Partage international no 399 – novembre 2021
La voix des jeunes interpelle les dirigeants du monde et fait écho à celle de Maitreya, l’Instructeur mondial. Cela ne nous va-t-il pas droit au cœur ? Des chefs religieux de toutes confessions militent avec des scientifiques, pour une action climatique radicale. N’y a-t-il pas matière à se réjouir ?
Il est tout à fait extraordinaire que l’article du Maître de Benjamin Creme intitulé Le commencement d’une nouvelle ère, bien qu’il ait été écrit en 2005, se lise comme s’il s’agissait d’un article sur les Pandora Papers. Il met en cause les intérêts privés qui maintiennent notre monde enfermé dans une injustice structurelle : « A l’heure actuelle, quatre-vingts pour cent des richesses mondiales sont aux mains d’un petit nombre de familles et d’institutions. Une part importante de ces biens est « figée » : investie dans des propriétés foncières, des navires, de l’or et des bijoux, ou encore des œuvres d’art, elle ne profite qu’à quelques-uns. »
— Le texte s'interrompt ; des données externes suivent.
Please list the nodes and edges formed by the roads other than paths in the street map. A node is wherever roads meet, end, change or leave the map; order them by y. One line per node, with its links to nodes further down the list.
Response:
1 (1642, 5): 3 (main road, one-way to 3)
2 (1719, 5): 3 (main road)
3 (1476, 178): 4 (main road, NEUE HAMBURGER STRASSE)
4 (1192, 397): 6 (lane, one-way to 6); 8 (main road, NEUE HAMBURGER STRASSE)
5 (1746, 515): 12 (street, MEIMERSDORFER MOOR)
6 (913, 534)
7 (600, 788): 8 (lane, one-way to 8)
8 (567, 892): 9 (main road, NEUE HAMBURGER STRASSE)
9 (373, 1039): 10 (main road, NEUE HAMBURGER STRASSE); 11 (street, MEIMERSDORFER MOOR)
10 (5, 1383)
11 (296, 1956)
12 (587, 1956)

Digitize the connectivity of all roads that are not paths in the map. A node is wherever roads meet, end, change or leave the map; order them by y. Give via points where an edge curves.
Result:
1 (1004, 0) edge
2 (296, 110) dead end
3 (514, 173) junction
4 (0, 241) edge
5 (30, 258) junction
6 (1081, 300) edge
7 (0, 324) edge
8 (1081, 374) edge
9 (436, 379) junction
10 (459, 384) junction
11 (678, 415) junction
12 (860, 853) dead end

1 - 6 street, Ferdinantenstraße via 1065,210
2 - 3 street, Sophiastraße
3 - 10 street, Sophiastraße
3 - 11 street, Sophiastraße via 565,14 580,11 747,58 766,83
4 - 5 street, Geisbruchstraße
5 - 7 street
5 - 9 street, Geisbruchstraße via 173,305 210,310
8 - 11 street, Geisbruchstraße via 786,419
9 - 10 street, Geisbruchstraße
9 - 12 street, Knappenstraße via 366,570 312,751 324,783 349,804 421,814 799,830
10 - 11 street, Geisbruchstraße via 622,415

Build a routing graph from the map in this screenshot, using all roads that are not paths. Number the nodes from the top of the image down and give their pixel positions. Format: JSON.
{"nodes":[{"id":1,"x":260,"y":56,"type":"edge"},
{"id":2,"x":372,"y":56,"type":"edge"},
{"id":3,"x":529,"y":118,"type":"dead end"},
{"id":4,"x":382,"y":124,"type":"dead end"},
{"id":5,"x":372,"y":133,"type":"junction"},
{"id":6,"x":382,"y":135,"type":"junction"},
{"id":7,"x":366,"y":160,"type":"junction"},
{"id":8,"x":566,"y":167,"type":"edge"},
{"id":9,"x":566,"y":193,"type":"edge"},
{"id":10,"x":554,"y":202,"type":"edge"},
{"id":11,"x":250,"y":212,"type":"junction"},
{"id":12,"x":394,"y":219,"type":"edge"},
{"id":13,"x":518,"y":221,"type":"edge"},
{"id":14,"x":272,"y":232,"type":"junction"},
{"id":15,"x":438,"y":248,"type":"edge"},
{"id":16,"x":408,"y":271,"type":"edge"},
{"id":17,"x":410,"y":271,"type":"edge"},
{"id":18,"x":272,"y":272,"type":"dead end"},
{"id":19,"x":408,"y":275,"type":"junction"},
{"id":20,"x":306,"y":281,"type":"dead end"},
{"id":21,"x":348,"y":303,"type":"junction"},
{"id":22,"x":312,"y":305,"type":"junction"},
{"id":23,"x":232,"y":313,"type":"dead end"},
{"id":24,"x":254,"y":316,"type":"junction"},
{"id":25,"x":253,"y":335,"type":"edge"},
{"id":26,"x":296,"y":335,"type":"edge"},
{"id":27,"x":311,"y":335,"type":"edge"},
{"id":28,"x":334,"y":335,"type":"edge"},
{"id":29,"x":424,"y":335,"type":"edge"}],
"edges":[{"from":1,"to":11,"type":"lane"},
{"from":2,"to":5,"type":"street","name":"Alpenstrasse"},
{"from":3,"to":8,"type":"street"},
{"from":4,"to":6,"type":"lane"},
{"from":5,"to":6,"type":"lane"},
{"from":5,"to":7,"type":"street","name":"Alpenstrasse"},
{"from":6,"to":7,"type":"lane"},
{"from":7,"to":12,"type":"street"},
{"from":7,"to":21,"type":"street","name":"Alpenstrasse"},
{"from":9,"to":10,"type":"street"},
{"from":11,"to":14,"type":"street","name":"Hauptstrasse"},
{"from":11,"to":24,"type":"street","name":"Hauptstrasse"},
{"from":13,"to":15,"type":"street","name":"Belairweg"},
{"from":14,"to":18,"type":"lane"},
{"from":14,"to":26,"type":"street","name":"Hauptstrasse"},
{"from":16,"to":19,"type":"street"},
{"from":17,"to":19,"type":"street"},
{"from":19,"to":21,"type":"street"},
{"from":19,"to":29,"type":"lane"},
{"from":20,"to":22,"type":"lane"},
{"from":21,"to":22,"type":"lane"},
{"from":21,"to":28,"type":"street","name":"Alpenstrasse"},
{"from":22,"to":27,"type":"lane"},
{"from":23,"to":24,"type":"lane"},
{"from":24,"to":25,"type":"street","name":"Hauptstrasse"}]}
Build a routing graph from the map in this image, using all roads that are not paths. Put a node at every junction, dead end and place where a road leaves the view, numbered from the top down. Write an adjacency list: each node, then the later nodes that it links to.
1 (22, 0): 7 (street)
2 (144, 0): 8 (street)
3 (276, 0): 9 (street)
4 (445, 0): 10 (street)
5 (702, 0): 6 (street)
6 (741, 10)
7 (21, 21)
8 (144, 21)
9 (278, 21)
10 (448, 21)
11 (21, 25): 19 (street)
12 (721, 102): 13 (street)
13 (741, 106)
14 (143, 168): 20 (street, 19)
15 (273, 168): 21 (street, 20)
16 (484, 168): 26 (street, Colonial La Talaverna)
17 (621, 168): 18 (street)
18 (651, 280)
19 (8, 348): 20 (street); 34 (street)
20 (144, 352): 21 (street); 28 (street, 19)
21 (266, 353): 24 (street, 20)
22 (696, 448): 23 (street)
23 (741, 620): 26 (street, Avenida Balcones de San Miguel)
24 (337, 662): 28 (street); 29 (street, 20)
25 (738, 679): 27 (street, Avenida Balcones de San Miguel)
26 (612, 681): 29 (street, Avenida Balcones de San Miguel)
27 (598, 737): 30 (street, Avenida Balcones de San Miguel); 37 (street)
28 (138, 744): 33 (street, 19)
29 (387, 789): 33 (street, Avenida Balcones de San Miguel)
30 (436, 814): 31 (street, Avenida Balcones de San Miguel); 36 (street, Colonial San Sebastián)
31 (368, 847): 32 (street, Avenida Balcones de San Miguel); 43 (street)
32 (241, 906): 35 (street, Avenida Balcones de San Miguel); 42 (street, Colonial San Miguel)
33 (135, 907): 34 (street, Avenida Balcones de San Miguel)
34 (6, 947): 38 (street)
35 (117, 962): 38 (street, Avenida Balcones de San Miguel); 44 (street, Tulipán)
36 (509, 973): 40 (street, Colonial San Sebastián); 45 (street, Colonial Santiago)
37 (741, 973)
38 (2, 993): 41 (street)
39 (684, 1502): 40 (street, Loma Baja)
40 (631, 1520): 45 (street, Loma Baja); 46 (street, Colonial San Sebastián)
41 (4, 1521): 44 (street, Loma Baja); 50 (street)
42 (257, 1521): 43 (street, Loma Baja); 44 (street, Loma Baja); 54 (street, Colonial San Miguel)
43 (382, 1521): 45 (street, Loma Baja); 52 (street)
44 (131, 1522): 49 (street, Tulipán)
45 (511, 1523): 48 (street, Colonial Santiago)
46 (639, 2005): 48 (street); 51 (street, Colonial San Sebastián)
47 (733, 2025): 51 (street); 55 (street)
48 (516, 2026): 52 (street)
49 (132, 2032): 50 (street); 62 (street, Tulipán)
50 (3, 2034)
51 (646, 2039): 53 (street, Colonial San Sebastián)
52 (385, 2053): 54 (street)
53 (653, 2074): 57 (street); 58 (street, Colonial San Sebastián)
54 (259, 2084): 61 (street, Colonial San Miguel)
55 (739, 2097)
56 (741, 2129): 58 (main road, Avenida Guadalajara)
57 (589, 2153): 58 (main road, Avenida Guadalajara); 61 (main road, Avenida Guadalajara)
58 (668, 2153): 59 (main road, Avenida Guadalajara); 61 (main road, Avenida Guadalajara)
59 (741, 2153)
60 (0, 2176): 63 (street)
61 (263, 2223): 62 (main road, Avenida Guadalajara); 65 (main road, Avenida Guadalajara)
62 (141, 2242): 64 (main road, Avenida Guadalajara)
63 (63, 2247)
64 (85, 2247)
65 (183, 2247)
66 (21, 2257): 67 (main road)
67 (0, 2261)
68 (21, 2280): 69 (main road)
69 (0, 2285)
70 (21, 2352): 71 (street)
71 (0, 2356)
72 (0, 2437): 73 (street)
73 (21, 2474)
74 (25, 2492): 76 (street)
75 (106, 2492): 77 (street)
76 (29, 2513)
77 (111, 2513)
Le Maître poursuit en expliquant comment Maitreya « élèvera la conscience des hommes, et les aidera à comprendre les raisons de la situation critique dans laquelle ils se trouvent. Il montrera que les disparités actuelles sont intolérables dans un monde aussi interdépendant, et qui fait face à tant de problèmes et de périls ».
Dans les articles de ce mois-ci, nous découvrons les nombreuses voix qui appellent au changement, nous exhortent à agir, et nous lisons l’histoire d’une autre jeune fille intrépide qui a écouté ses « voix » : Jeanne d’Arc. Quelle vie étonnante, animée par la foi et par une totale absence de peur. Dans de nombreux pays, la liberté d’expression et le droit de manifester et de faire entendre sa voix sont aujourd’hui restreints ; Graham Peebles examine la situation des médias face à la répression croissante. Le prix Nobel de la paix a été décerné à deux journalistes pour souligner que des médias libres et objectifs sont essentiels dans une démocratie. Une autre voix nous exhorte à prendre conscience du déséquilibre de notre planète dans l’article de Pauline Welch.
Dans son style inimitable, Benjamin Creme a fourni des réponses approfondies et perspicaces aux questions, et là encore, c’est comme s’il parlait, lui aussi, du monde d’aujourd’hui.
Cette série d’articles représente la voix unique de notre revue à l’approche de la fin de l’année 2021, alors que l’idée de partage se fait entendre et semble s’imposer dans l’esprit de beaucoup.